I’ve been assured that preventing you from acting on your craven desire to accumulate wealth is impossible. You must be lying.

Insider trading is already illegal, and I have no objections to insider trading laws. Those are good things. Senators and representatives already are prohibited from doing that stuff.

Making extra laws like “can’t own individual equities” doesn’t accomplish anything extra to achieve the goal of curtailing insider trading. It’s already a felony. It doesn’t really accomplish anything except making things harder on the elected officials who don’t want to cheat. Well and it gives people a feel good moment that something is being done. It’s regulatory theater.

Look at the scandals we’ve already had. Loeffler, who had an ethics complaint against her in 2020, used the defense of (paraphrased) “I didn’t make those stock sale decisions, that’s all up to my advisors and husband.” That’s what everyone will do if we pass a silly law like banning individual equity ownership for Congress. They’ll put everything in a trust or a nonprofit or other vehicle run a close friend or relation and carry on with a little extra paperwork and the need to be a bit more stealthy.

Unless it’s illegal to put it in a trust or nonprofit and then let a close friend or relation run it.

You’re basically arguing that it is not possible to regulate how and when members of Congress trade, in order to suppress corruption, when people have already posted ways to do it in this very thread, in response to you.

Like this:

Not possible or desirable. But yes, that’s a decent overview. We can and should stop insider trading, but prohibitions beyond that are both unreasonable and ineffective. Ineffective in that they would be easily circumvented by parties willing to break the law and uneasonable in that they will push non-insider-trading representatives into the uncomfortable choice of being either less legal or more beholden to external parties.

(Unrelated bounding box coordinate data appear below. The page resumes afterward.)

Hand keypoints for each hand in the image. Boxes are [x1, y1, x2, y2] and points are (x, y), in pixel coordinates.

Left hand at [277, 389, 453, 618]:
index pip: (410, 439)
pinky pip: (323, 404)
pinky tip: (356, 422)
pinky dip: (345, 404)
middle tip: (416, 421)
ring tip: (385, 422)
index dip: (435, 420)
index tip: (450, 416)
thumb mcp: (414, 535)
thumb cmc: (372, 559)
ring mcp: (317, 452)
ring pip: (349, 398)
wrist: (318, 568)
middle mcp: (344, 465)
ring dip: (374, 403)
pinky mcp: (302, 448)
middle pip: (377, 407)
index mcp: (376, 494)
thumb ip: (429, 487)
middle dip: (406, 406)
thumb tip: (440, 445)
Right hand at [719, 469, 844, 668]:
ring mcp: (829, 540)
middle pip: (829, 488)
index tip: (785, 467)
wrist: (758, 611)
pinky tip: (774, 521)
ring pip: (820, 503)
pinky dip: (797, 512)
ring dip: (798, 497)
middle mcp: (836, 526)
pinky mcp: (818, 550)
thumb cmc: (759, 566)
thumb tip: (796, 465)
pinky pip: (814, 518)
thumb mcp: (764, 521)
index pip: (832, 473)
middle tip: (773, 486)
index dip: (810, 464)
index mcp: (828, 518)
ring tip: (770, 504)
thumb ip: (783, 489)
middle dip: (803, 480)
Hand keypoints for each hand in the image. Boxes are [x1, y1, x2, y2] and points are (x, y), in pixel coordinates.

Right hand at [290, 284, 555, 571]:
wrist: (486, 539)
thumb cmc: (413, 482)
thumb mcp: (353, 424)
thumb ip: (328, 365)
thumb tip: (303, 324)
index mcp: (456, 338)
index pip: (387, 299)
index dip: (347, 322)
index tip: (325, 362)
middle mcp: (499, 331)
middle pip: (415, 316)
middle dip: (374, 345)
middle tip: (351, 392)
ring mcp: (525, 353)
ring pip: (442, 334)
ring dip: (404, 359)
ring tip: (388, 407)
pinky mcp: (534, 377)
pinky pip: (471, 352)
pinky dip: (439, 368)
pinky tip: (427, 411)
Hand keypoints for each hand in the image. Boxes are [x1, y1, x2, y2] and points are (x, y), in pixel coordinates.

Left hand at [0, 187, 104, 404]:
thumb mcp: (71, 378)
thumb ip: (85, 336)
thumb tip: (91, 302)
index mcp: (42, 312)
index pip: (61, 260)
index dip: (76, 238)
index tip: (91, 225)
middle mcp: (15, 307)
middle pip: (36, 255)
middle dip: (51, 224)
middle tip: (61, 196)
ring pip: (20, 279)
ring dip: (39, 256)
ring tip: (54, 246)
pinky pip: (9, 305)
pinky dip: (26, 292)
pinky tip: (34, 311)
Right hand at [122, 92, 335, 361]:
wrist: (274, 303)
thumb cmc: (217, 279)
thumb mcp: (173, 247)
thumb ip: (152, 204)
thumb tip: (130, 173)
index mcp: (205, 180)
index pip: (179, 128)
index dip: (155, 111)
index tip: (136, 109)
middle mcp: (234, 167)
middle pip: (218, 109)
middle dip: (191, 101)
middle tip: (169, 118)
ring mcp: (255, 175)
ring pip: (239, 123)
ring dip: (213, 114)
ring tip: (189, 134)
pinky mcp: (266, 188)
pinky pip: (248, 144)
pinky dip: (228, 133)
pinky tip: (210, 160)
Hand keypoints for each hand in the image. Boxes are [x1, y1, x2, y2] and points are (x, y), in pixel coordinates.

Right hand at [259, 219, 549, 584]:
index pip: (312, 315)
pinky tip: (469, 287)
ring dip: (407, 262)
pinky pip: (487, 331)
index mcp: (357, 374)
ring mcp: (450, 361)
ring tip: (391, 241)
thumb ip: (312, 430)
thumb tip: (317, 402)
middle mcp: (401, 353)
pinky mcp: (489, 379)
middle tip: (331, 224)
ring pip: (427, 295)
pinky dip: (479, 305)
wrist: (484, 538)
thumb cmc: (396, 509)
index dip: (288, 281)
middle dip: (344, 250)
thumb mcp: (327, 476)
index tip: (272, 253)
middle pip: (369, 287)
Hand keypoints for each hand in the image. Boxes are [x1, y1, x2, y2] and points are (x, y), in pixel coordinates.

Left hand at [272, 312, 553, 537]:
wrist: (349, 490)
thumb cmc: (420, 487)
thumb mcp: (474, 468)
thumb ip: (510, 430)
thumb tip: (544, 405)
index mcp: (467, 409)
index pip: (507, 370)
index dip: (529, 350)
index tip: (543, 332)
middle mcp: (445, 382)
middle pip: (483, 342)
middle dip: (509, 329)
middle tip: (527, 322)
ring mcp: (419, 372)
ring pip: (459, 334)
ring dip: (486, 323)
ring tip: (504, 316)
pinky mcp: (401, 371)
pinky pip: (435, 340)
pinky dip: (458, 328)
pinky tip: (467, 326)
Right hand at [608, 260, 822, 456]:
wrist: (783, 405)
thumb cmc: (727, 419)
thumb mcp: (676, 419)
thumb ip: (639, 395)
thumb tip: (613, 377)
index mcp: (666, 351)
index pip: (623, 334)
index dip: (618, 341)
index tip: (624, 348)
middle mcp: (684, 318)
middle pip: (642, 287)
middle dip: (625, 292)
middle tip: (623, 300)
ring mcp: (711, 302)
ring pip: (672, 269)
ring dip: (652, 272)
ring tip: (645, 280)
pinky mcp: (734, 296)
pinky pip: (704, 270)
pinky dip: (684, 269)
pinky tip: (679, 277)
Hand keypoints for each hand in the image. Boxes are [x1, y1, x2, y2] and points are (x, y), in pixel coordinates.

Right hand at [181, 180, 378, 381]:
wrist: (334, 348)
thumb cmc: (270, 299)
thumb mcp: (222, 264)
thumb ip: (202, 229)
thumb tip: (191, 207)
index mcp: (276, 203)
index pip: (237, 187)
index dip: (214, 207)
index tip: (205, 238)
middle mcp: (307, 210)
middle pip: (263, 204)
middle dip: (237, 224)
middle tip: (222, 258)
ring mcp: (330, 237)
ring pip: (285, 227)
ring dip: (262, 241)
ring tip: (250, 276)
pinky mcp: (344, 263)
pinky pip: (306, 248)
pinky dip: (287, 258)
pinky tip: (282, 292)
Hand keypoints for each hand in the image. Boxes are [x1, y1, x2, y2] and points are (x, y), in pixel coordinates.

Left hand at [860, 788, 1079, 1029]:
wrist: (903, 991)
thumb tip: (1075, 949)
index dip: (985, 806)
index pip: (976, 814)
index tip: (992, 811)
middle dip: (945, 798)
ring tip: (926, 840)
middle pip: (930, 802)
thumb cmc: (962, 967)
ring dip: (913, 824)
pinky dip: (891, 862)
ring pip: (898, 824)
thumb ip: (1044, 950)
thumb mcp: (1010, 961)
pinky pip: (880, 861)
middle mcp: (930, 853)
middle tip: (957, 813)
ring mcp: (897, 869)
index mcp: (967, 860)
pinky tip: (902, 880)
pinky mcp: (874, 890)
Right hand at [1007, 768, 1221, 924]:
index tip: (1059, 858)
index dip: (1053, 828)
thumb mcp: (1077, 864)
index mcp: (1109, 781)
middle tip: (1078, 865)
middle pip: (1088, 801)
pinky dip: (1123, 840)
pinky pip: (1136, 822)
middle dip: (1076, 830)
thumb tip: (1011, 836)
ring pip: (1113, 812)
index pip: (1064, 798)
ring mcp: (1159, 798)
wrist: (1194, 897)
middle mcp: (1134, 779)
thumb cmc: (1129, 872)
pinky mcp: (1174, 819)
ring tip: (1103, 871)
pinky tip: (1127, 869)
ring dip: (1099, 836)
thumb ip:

Just to clarify, I’m not a fan of the “respond to every single response” style of forum discussion. I have read all the responses to my post. Please don’t interpret my lack of response as agreement or not reading the thread. Several folks have posted various theories about how a ban on owning individual equities would be both effective and could reasonably be implemented. I don’t agree with any of them.

Much like bank robbery.

Sure, that’s fine. But if you’re not going to bother to respond to counter-arguments, you’re not arguing. You’re just pontificating. Which is your right, of course!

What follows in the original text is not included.